El gusto por la lectura va acompañado del uso de la
lectura, pues todo lector usa para algo sus lecturas. Distinguir si hay buenas
o malas utilidades no me parece una preocupación de todo lector, pues
regularmente no se encuentran distinciones entre leer a Cervantes o a
Benedetti, ya que ambos son escritores. Lo anterior va enlazado con las cadenas
de los más sólidos prejuicios que enfatizan la misma valía para toda escritura.

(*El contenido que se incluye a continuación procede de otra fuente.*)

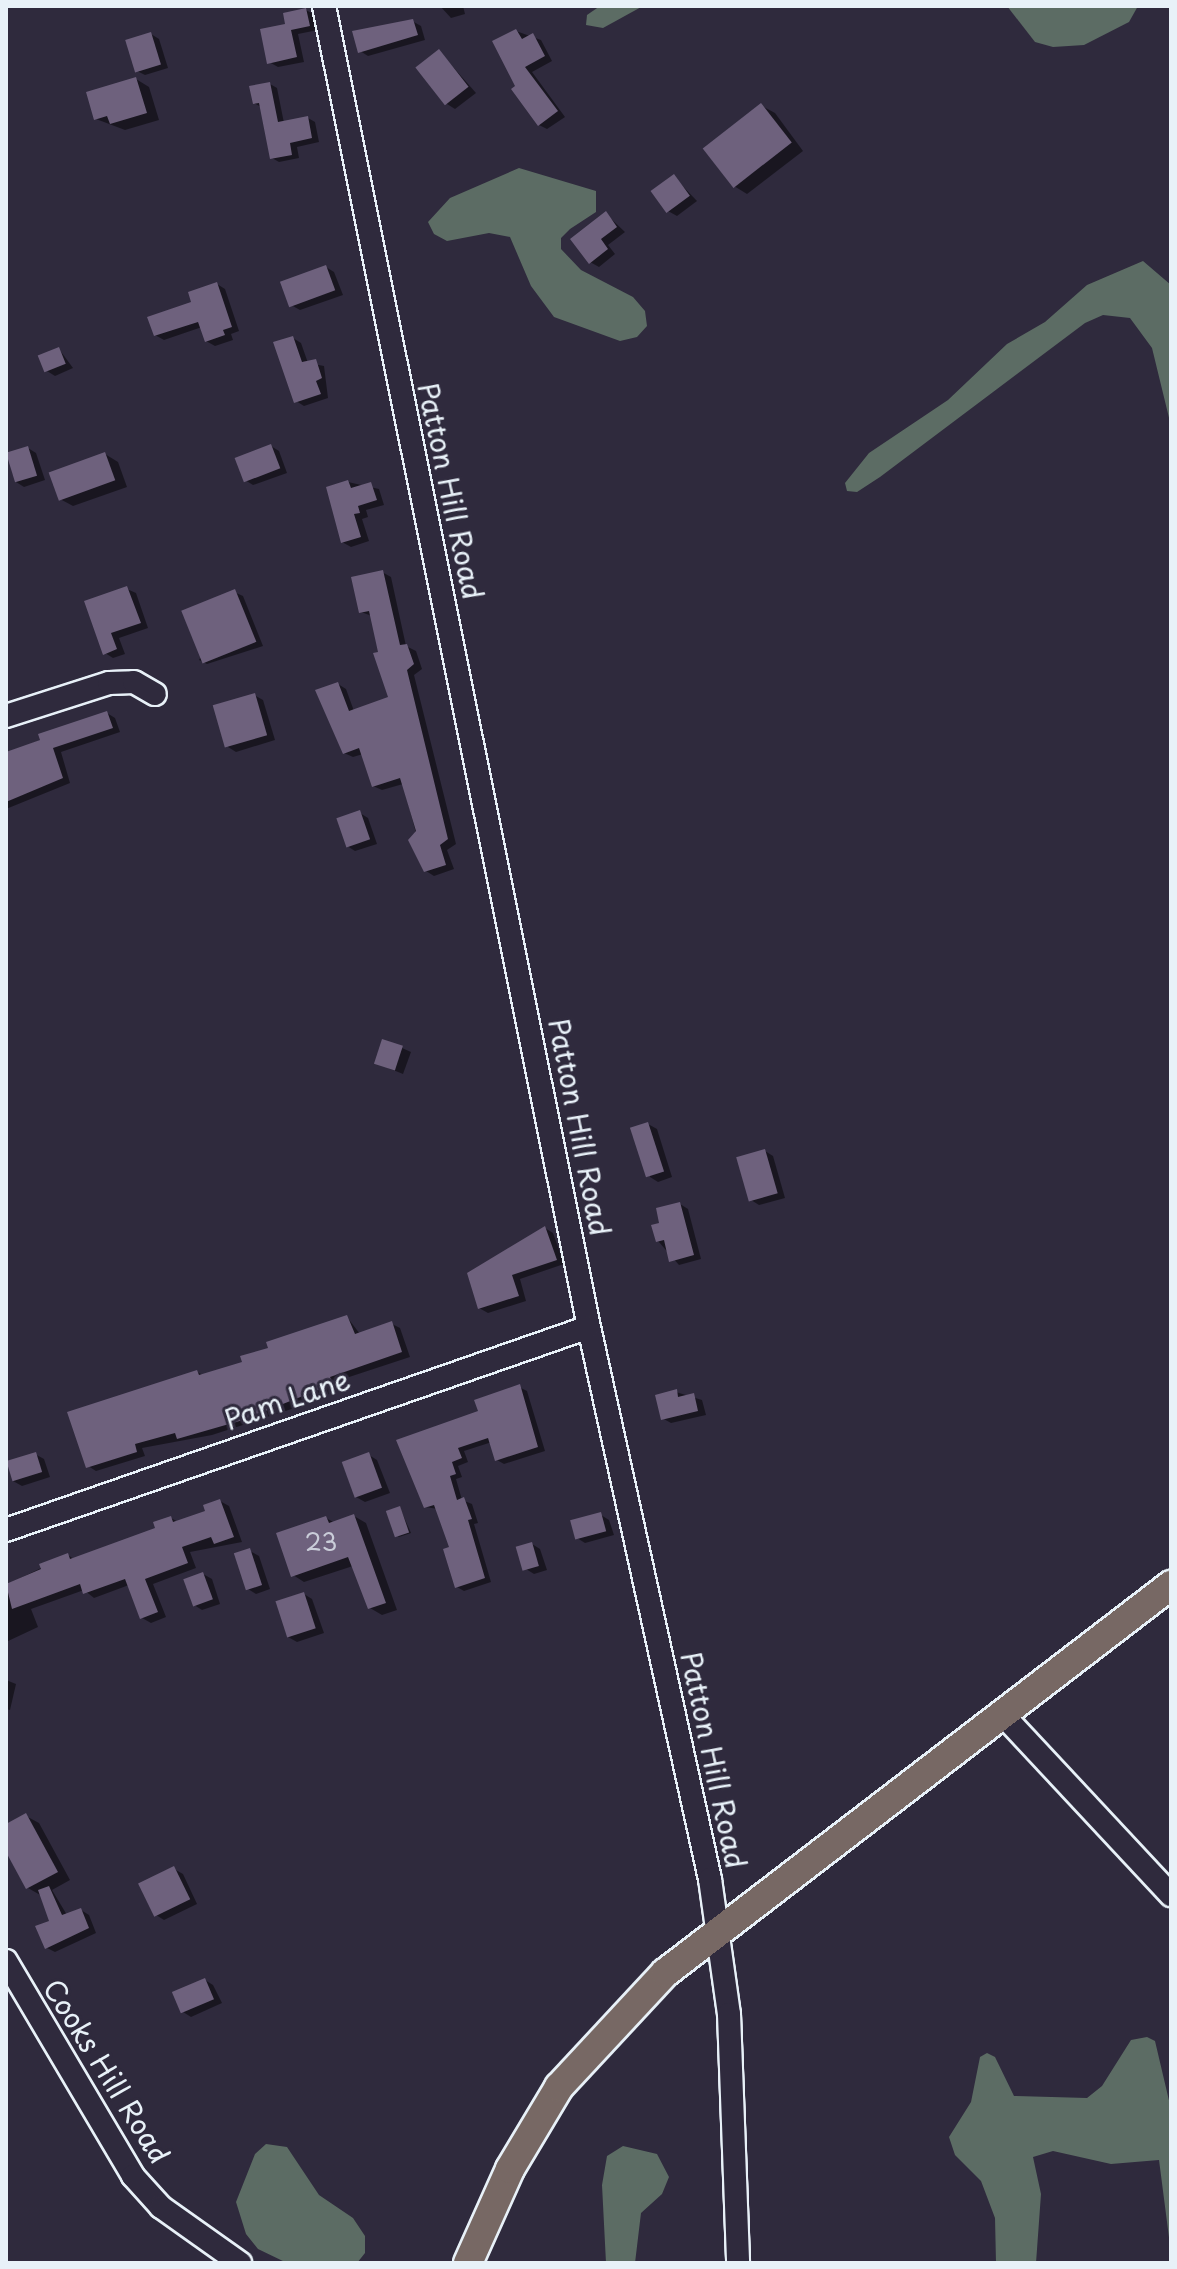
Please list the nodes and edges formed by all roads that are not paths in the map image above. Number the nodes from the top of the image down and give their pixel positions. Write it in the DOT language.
graph roads {
  1 [pos="324,6"];
  2 [pos="155,694"];
  3 [pos="6,716"];
  4 [pos="589,1327"];
  5 [pos="6,1530"];
  6 [pos="1171,1585"];
  7 [pos="1004,1716"];
  8 [pos="1171,1895"];
  9 [pos="715,1937"];
  10 [pos="6,1961"];
  11 [pos="240,2263"];
  12 [pos="468,2263"];
  13 [pos="738,2263"];
  1 -- 4 [label="street, Patton Hill Road"];
  2 -- 3 [label="street"];
  4 -- 5 [label="street, Pam Lane"];
  4 -- 9 [label="street, Patton Hill Road"];
  6 -- 7 [label="main road"];
  7 -- 8 [label="street"];
  7 -- 9 [label="main road"];
  9 -- 12 [label="main road"];
  9 -- 13 [label="street, Patton Hill Road"];
  10 -- 11 [label="street, Cooks Hill Road"];
}
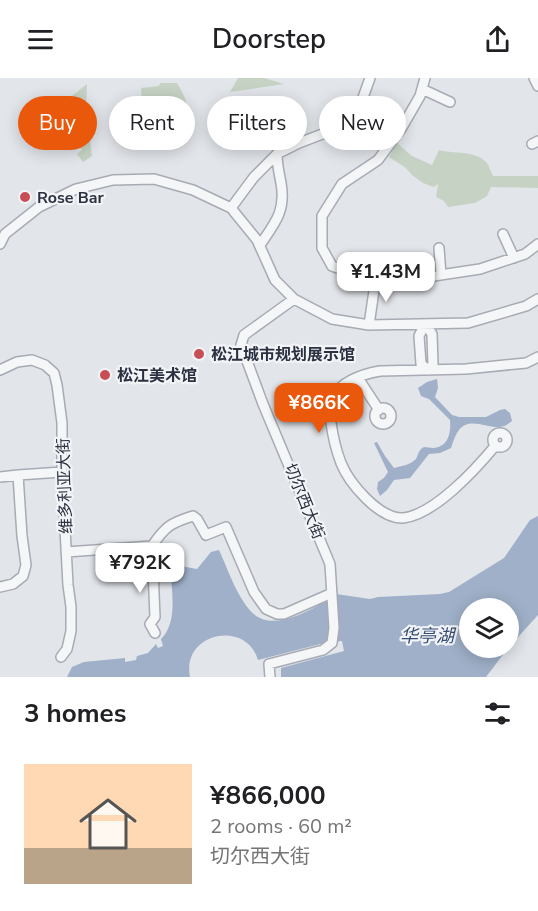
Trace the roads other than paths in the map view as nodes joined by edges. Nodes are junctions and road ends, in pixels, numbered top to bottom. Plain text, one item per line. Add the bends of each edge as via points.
1 (370, 78) edge
2 (425, 78) edge
3 (534, 78) edge
4 (538, 86) edge
5 (422, 89) junction
6 (450, 102) dead end
7 (276, 154) junction
8 (231, 208) junction
9 (503, 234) dead end
10 (0, 244) edge
11 (538, 244) edge
12 (260, 245) junction
13 (439, 248) dead end
14 (514, 258) junction
15 (441, 275) junction
16 (376, 277) junction
17 (294, 299) junction
18 (538, 299) edge
19 (425, 324) junction
20 (369, 325) junction
21 (538, 357) edge
22 (0, 370) edge
23 (428, 370) junction
24 (358, 378) junction
25 (379, 410) dead end
26 (495, 446) dead end
27 (62, 472) junction
28 (18, 475) junction
29 (0, 477) edge
30 (152, 546) junction
31 (66, 552) junction
32 (0, 587) edge
33 (332, 593) junction
34 (154, 633) dead end
35 (61, 657) dead end
36 (270, 677) edge

1 - 7 street via 360,106 338,128
2 - 5 street
3 - 4 street
5 - 6 street
5 - 16 street via 401,129 378,160 342,184 321,216 322,248 332,266
7 - 8 street
7 - 12 street via 282,210
8 - 10 street via 193,190 154,179 112,180 76,189 39,207 5,234
8 - 12 street
9 - 14 street
11 - 14 street
12 - 17 street via 275,280
13 - 15 street
14 - 15 street via 480,269
15 - 16 street via 414,279
16 - 20 street
17 - 20 street via 332,319
17 - 33 street, 切尔西大街 via 244,335 241,345 330,564
18 - 19 street via 468,323
19 - 20 street
19 - 23 street via 419,336 421,364
21 - 23 street via 526,363
22 - 27 street, 维多利亚大街 via 32,360 54,373 62,423
23 - 24 street via 380,371
24 - 25 street
24 - 26 street via 342,386 332,398 333,437 342,465 353,482 383,513 404,518 433,506 474,471
27 - 28 street
27 - 31 street, 维多利亚大街
28 - 29 street
28 - 32 street via 26,565 23,576
30 - 31 street
30 - 33 street via 168,526 193,516 206,535 226,527 254,592 266,609 284,614
30 - 34 street via 154,617 150,624
31 - 35 street, 维多利亚大街 via 71,631
33 - 36 street, 切尔西大街 via 332,643 323,650 269,664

Todos somos igual de buenos escritores al igual que somos buenos lectores. Si
hay algún modo de distinguir a los escritores es por la capacidad de estos para
entretener a un ávido y numeroso público; el más entretenido es el mejor. Si de
entretenimientos hablamos, la literatura es derrotada en desigual batalla si se
le quiere confrontar con el cine.
La experiencia de la lectura nos permite reflexionar
en ella, encontrar los diversos problemas que nos dificultan reflexionar
mediante la lectura. Un problema constante, o barrera para realizar lo anterior,
es nuestro gusto por la distracción: cuando leemos cualquier ruido o imagen nos
distrae, si sorteamos lo anterior, salen a molestarnos los pendientes, la
evocación de escenas pretéritas (a algunos nos distrae la imaginación de las
escenas futuras); nos sentimos como apresados por nosotros mismos para movernos
en el contenido del libro tan cercano a nosotros. Esto pasa cuando leemos
literatura (novelas, cuentos o relatos), pero cuando nos enfrentamos a textos
compuestos de contenido conceptual es mucho más difícil hilar palabras,
oraciones, vislumbrar párrafos y tener la idea completa del capítulo. A lo
anterior hay que agregarle la prisa por pensar, ese monstruo deseoso de que no
pensemos con calma asuntos cuya naturaleza es complicada. Tenemos una inquieta
necesidad por apresar rápidamente las ideas de un texto, que no vemos que no sólo
se trata de tener una frase llamativa en la mente; debemos reposarla,
reflexionarla, cuestionarla, comprender si dicha frase contiene ideas con las
cuales podamos entender mejor nuestra
realidad.
Intentar escalar las dos barreras antes mencionadas ya
debería preocuparnos, si es que queremos entender mejor lo que ante nuestros
ojos posamos. Hay una tercera cuya naturaleza es más escurridiza, se desliza
entre nuestra alma como la astuta serpiente del paraíso. Quizá ya no haya que
llamarla barrera, sino muro sólido, como el de una cárcel de máxima seguridad.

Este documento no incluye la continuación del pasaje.